I wanted to create a type that holds a generic type type, that, itself, is a template with one argument. So, if my type is called C
, it could be summarized like C<T<U>>
.
So, I went for it:
#include <vector>
template <template<typename> class T>
class C
{
// implementation here
};
int main() {
C<std::vector<int>> myType;
}
And I am facing this error:
<source>:10:7: error: template argument for template template parameter must be a class template or type alias template
C<std::vector<int>> myType;
^
1 error generated.
ASM generation compiler returned: 1
What is the correct way of force a template to take a type that itself, is a template that expects other template argument?

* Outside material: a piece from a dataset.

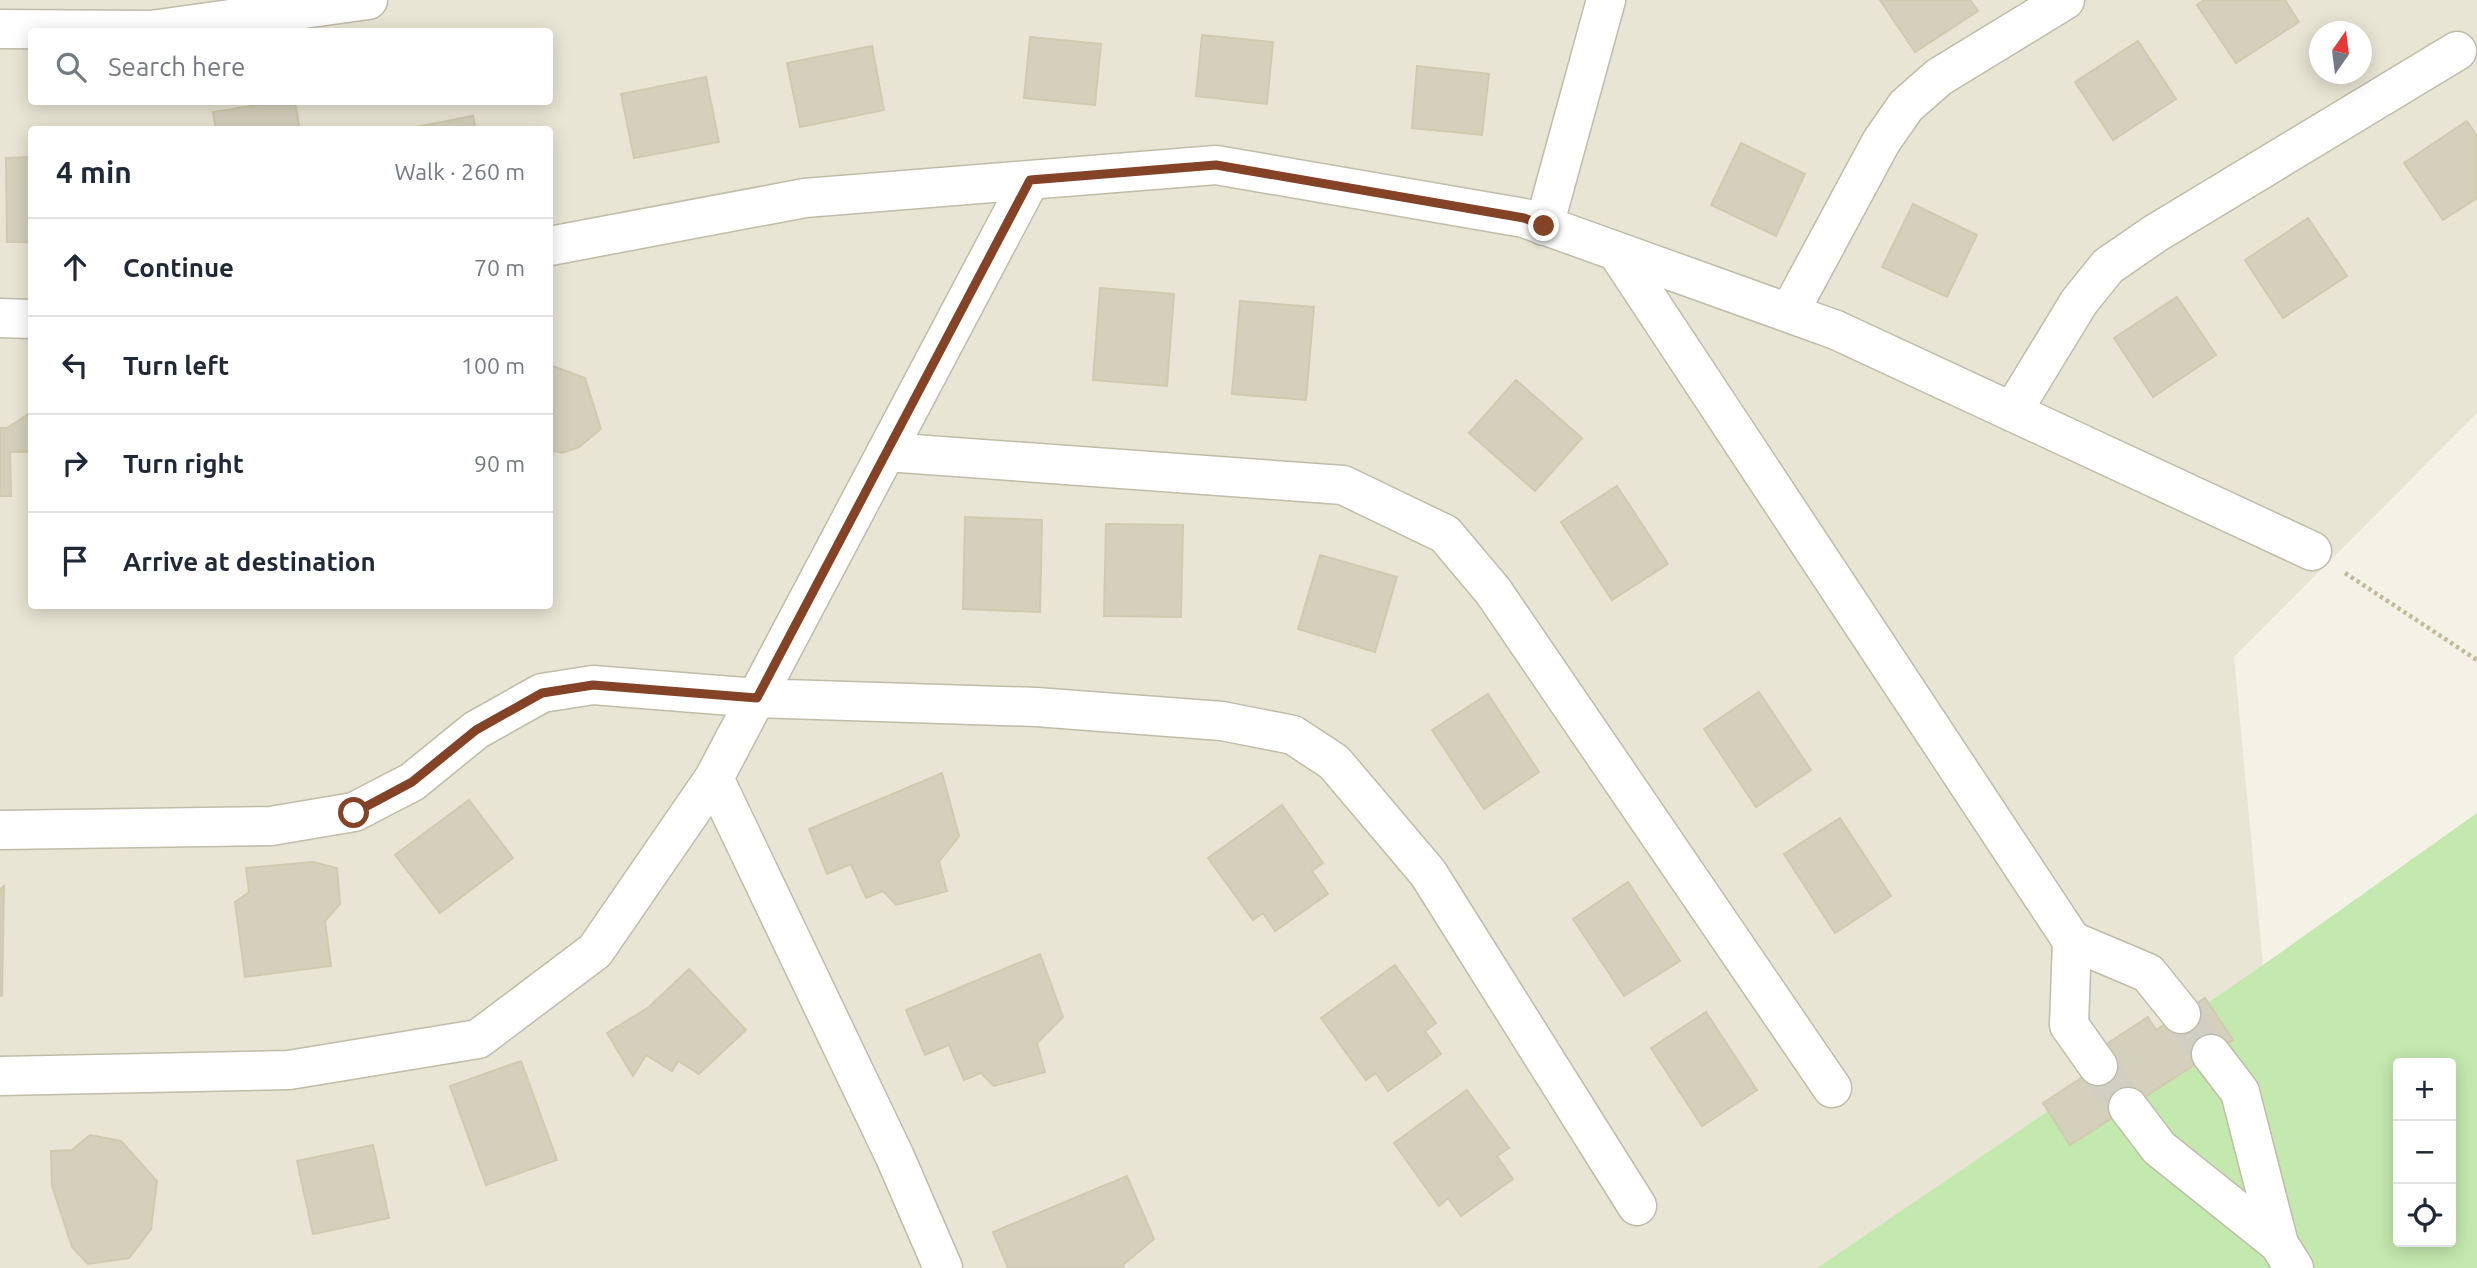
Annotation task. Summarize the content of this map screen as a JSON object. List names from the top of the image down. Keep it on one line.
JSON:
{"north":"top","page":{"search":"Search here","heading":["4 min","Walk · 260 m"],"list":[["Continue","70 m"],["Turn left","100 m"],["Turn right","90 m"],"Arrive at destination"],"map_buttons":["+","−"]}}
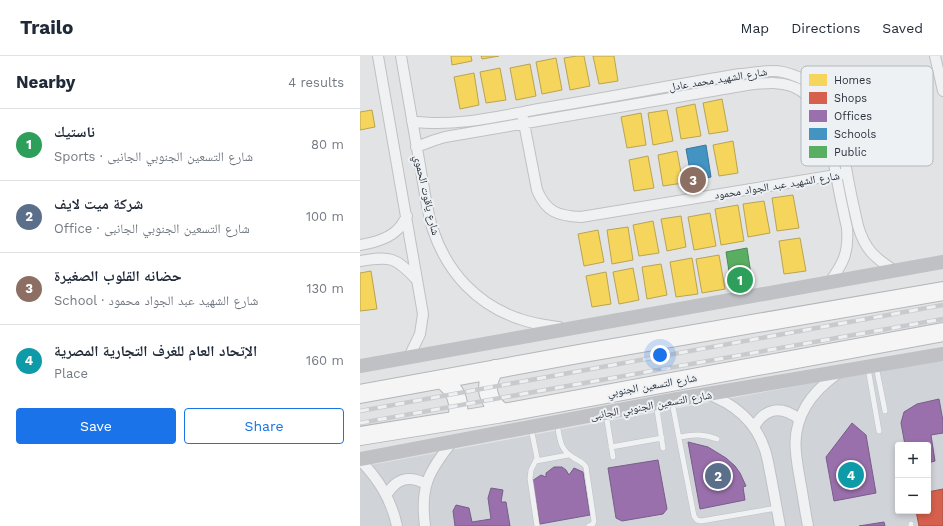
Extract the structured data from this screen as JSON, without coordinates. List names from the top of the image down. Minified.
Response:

You can specialize the class for the case you need and let it undefined otherwise
#include <vector>
template <typename T>
class C;
template <template<typename> typename TT, typename U>
class C<TT<U>>
{
// implementation here
};
int main() {
C<std::vector<int>> myType;
// C<int> myTypeWrong; // compile error
}
The above does not work before C++17 because std::vector
has a default for its second template type parameter,
template<
class T,
class Allocator = std::allocator<T>
> class vector;
and before C++17 the part = std::allocator<T>
is ignored, as far as matching the std::vector
template template argument with the TT
template template parameter above, so std::vector<T, std::allocator<T>>
never successfully match C<TT<U>>
. (Same thing holds for template<typename, typename = void> struct V {};
as it holds for std::vector
, clearly.)
This, together with the workaround mentioned in a comment and based on the usage of a variadic template parameter for the template template parameter, is explained in C++ Templates - The Complete Guide 2nd edition, §12.3.4, page 197-198.
As pointed out in another comment, Clang hasn't adopted the C++17 change to the mentioned part of the standard.